Flamborough, with a recollection of the passage in his mind, smiled cynically.

"That side of his complex nature was highly developed, I should judge," he affirmed. "It runs through the stuff from start to finish."

Sir Clinton turned over a few more pages.

"It seems as though Miss Hailsham began to have some inklings of his troubles," he said, looking up from the book. "This is the bit where he’s complaining about the limitations in women’s outlooks, you remember. Apparently he’d made his fiancée feel that his vision took a wider sweep than she imagined, and she seems to have suggested that he needn’t spend so much time in staring at Mrs. Silverdale. It’s quite characteristic that in this entry he’s suddenly discovered that the Hailsham girl’s hands fail to reach the standard of beauty which he thinks essential in a life-companion. He has visions of sitting in suppressed irritation while these hands pour out his breakfast coffee every day through all the years of marriage. It seems to worry him quite a lot."

"You’ll find that kind of thing developing as you go on, sir. The plain truth is that he was tiring of the girl and he simply jotted down everything he could see in her that he didn’t find good enough for him."

Sir Clinton glanced over the next few entries.

"So I see, Inspector. Now it seems her dancing isn’t so good as he used to think it was."

"Any stick to beat a dog with," the Inspector surmised.

"Now they seem to have got the length of a distinct tiff, and he rushes at once to jot down a few bright thoughts on jealousy with a quotation from Mr. Wells in support of his thesis. It appears that this ‘entanglement,’ as he calls it, is cramping his individuality and preventing the full self-expression of his complex nature. I can’t imagine how we got along without that word ‘self-expression’ when we were young. It’s a godsend. I trust the inventor got a medal."

"The next entry’s rather important, sir," Flamborough warned him.

"Ah! Here we are. We come to action for a change instead of all this wash of talk. This is the final burst-up, eh? H’m!"

He read over the entry thoughtfully.

"Well, the Hailsham girl seems to have astonished him when it came to the pinch.
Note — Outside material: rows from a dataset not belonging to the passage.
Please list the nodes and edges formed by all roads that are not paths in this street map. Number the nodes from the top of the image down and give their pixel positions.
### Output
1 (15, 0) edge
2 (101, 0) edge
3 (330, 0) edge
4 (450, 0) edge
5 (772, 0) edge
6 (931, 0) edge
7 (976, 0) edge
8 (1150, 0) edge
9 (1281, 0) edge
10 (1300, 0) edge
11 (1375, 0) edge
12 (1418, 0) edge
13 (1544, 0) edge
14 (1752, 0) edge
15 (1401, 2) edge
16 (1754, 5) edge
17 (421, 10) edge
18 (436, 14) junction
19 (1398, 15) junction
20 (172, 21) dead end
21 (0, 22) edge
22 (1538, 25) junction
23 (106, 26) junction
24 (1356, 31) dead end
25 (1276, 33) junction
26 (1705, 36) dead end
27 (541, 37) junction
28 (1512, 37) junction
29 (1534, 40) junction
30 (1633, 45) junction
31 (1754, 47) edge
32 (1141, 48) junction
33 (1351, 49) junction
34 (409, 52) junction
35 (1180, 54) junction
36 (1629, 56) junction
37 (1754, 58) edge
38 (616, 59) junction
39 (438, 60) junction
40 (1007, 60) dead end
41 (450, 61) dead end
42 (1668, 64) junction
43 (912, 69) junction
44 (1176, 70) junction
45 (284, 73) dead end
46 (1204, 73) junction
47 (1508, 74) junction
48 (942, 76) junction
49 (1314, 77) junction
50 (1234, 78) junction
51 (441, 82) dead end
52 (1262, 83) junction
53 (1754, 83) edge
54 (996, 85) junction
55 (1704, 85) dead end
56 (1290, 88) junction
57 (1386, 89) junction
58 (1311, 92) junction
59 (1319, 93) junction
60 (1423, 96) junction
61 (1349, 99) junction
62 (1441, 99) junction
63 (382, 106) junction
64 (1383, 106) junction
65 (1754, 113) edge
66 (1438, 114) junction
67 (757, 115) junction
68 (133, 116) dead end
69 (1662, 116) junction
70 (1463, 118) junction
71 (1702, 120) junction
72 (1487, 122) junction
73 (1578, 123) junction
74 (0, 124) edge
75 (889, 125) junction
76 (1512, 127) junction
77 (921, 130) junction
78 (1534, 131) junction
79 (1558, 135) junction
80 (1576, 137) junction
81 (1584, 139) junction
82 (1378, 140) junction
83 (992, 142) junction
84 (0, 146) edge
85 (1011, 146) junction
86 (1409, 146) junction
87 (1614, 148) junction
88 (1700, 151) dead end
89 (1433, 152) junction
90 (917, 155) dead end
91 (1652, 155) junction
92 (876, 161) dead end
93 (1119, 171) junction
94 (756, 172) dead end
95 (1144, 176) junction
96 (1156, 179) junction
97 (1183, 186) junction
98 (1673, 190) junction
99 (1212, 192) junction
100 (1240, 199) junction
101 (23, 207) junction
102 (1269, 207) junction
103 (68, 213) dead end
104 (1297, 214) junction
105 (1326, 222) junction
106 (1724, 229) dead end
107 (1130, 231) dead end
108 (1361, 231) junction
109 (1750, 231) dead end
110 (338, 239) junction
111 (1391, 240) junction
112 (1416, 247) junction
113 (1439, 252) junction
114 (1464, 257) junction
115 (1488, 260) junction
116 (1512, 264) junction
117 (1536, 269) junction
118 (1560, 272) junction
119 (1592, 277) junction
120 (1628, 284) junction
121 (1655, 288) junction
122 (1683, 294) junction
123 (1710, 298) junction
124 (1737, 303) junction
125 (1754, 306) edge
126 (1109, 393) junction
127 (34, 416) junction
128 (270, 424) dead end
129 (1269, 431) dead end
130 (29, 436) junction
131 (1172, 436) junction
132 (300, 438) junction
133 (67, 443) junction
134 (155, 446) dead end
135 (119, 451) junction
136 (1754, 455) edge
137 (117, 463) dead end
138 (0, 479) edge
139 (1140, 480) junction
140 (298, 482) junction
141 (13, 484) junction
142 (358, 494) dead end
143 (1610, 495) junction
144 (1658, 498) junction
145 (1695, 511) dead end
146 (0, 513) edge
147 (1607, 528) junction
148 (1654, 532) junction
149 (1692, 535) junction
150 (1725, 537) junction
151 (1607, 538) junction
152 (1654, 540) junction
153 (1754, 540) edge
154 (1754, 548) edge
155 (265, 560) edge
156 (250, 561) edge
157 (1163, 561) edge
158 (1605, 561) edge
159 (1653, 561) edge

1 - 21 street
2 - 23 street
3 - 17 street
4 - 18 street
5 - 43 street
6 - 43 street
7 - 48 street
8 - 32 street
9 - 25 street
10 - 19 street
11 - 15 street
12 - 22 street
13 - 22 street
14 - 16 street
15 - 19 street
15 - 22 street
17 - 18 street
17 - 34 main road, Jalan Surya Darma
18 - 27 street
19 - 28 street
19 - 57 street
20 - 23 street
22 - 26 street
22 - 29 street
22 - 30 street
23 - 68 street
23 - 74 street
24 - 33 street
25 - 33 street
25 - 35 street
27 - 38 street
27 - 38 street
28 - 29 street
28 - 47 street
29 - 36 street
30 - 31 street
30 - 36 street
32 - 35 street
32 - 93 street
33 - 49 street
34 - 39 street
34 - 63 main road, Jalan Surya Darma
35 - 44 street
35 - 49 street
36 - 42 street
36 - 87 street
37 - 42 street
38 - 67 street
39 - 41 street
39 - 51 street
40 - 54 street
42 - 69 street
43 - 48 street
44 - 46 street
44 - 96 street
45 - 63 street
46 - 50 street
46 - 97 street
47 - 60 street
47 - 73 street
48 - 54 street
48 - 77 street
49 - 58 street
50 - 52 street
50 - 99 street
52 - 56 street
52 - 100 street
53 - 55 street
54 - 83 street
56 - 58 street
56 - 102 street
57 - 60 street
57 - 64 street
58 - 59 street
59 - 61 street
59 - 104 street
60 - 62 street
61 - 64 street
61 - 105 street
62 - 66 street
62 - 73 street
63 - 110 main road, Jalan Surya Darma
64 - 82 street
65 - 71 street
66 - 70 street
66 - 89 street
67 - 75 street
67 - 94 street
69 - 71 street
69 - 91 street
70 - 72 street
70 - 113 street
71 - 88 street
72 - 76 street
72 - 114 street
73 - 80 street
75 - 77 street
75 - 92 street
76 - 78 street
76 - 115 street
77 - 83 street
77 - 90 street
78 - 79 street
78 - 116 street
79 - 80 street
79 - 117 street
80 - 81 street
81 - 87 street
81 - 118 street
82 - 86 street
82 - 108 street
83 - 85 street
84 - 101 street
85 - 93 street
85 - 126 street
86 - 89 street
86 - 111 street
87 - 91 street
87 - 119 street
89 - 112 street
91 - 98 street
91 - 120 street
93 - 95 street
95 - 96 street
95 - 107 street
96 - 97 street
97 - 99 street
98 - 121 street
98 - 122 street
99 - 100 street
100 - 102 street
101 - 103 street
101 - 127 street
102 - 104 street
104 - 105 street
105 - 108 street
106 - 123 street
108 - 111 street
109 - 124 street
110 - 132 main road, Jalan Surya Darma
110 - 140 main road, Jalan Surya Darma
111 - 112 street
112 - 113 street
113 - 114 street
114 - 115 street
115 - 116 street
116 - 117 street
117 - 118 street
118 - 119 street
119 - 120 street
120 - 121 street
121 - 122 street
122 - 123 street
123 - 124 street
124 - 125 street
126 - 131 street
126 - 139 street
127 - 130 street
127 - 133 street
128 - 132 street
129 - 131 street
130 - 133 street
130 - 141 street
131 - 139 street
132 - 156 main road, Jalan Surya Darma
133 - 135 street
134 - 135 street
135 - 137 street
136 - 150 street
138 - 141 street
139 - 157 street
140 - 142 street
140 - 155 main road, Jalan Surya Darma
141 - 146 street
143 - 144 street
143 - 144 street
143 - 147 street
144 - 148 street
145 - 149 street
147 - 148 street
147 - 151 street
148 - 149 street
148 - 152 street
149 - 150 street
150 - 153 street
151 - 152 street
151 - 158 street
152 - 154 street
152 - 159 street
Even deducting everything for his way of looking at things, she must have been fairly furious. And Yvonne Silverdale’s name seems to have entered pretty deeply into the discussion. ‘She warned me she knew more than I thought she did; and that she’d make me pay for what I was doing.’ And again: ‘She said she’d stick at nothing to get even with me.’ It seems to have been rather a vulgar scene, altogether. ‘She wasn’t going to be thrown over for that woman without having her turn when it came.’ You know, Inspector, it sounds a bit vindictive, even when it’s filtered through him into his journal. The woman scorned, and hell let loose, eh? I’m not greatly taken with the picture of Miss Hailsham."

"A bit of a virago," the Inspector agreed. "What I was wondering when I read that stuff was whether she’d keep up to that standard permanently or whether this was just a flash in the pan. If she’s the kind that treasures grievances. . . ."

"She might be an important piece in the jigsaw, you mean? In any case, I suppose we’ll have to get her sized up somehow, since she plays a part in the story."

The Chief Constable turned back to the journal and skimmed over a number of the entries.

"Do you know," he pointed out after a time, "that young fellow had an unpleasant mind."

"You surprise me," the Inspector retorted ironically. "I suppose you’ve come to the place where he gets really smitten with Mrs. Silverdale’s charms?"

"Yes. There’s a curious rising irritation through it all. It’s evident that she led him on, and then let him down, time after time."

"For all his fluff about his complex character and so forth, he really seems to have been very simple," was Flamborough’s verdict. "She led him a dance for months; and anyone with half an eye could see all along that she was only playing with him. It’s as plain as print, even in his own account of the business."